SOURCE MATERIAL |
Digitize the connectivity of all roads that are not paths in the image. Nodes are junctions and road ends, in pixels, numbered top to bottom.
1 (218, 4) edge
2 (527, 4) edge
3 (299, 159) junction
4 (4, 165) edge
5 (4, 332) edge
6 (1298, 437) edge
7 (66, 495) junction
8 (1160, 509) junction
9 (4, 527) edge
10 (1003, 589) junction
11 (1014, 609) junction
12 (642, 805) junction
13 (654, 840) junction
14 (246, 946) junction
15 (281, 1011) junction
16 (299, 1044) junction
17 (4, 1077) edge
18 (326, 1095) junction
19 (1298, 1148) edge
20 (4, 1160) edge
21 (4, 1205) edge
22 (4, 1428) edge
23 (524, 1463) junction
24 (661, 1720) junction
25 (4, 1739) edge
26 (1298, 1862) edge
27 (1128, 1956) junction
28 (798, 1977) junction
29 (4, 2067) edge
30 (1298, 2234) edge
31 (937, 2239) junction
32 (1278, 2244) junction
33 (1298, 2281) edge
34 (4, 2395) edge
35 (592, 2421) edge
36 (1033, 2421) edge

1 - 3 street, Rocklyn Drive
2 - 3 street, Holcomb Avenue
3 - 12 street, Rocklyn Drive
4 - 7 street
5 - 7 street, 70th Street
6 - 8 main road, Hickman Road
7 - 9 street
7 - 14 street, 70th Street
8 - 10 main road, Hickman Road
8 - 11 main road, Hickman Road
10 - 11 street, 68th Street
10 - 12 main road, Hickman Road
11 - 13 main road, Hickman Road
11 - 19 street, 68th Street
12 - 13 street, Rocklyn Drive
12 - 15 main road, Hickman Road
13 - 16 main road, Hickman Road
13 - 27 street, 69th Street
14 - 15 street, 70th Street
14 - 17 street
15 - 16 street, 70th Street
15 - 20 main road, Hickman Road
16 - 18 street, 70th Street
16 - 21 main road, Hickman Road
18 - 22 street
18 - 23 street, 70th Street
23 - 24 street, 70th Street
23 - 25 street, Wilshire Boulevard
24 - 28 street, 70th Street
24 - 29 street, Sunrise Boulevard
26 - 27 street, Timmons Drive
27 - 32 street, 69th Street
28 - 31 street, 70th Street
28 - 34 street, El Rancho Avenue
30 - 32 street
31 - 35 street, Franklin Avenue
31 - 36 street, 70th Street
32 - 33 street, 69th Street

EXERCISE OBJECTIVE |
After reading the lines above, reproduce them all exactly.

YOUR RESPONSE |
Digitize the connectivity of all roads that are not paths in the image. Nodes are junctions and road ends, in pixels, numbered top to bottom.
1 (218, 4) edge
2 (527, 4) edge
3 (299, 159) junction
4 (4, 165) edge
5 (4, 332) edge
6 (1298, 437) edge
7 (66, 495) junction
8 (1160, 509) junction
9 (4, 527) edge
10 (1003, 589) junction
11 (1014, 609) junction
12 (642, 805) junction
13 (654, 840) junction
14 (246, 946) junction
15 (281, 1011) junction
16 (299, 1044) junction
17 (4, 1077) edge
18 (326, 1095) junction
19 (1298, 1148) edge
20 (4, 1160) edge
21 (4, 1205) edge
22 (4, 1428) edge
23 (524, 1463) junction
24 (661, 1720) junction
25 (4, 1739) edge
26 (1298, 1862) edge
27 (1128, 1956) junction
28 (798, 1977) junction
29 (4, 2067) edge
30 (1298, 2234) edge
31 (937, 2239) junction
32 (1278, 2244) junction
33 (1298, 2281) edge
34 (4, 2395) edge
35 (592, 2421) edge
36 (1033, 2421) edge

1 - 3 street, Rocklyn Drive
2 - 3 street, Holcomb Avenue
3 - 12 street, Rocklyn Drive
4 - 7 street
5 - 7 street, 70th Street
6 - 8 main road, Hickman Road
7 - 9 street
7 - 14 street, 70th Street
8 - 10 main road, Hickman Road
8 - 11 main road, Hickman Road
10 - 11 street, 68th Street
10 - 12 main road, Hickman Road
11 - 13 main road, Hickman Road
11 - 19 street, 68th Street
12 - 13 street, Rocklyn Drive
12 - 15 main road, Hickman Road
13 - 16 main road, Hickman Road
13 - 27 street, 69th Street
14 - 15 street, 70th Street
14 - 17 street
15 - 16 street, 70th Street
15 - 20 main road, Hickman Road
16 - 18 street, 70th Street
16 - 21 main road, Hickman Road
18 - 22 street
18 - 23 street, 70th Street
23 - 24 street, 70th Street
23 - 25 street, Wilshire Boulevard
24 - 28 street, 70th Street
24 - 29 street, Sunrise Boulevard
26 - 27 street, Timmons Drive
27 - 32 street, 69th Street
28 - 31 street, 70th Street
28 - 34 street, El Rancho Avenue
30 - 32 street
31 - 35 street, Franklin Avenue
31 - 36 street, 70th Street
32 - 33 street, 69th Street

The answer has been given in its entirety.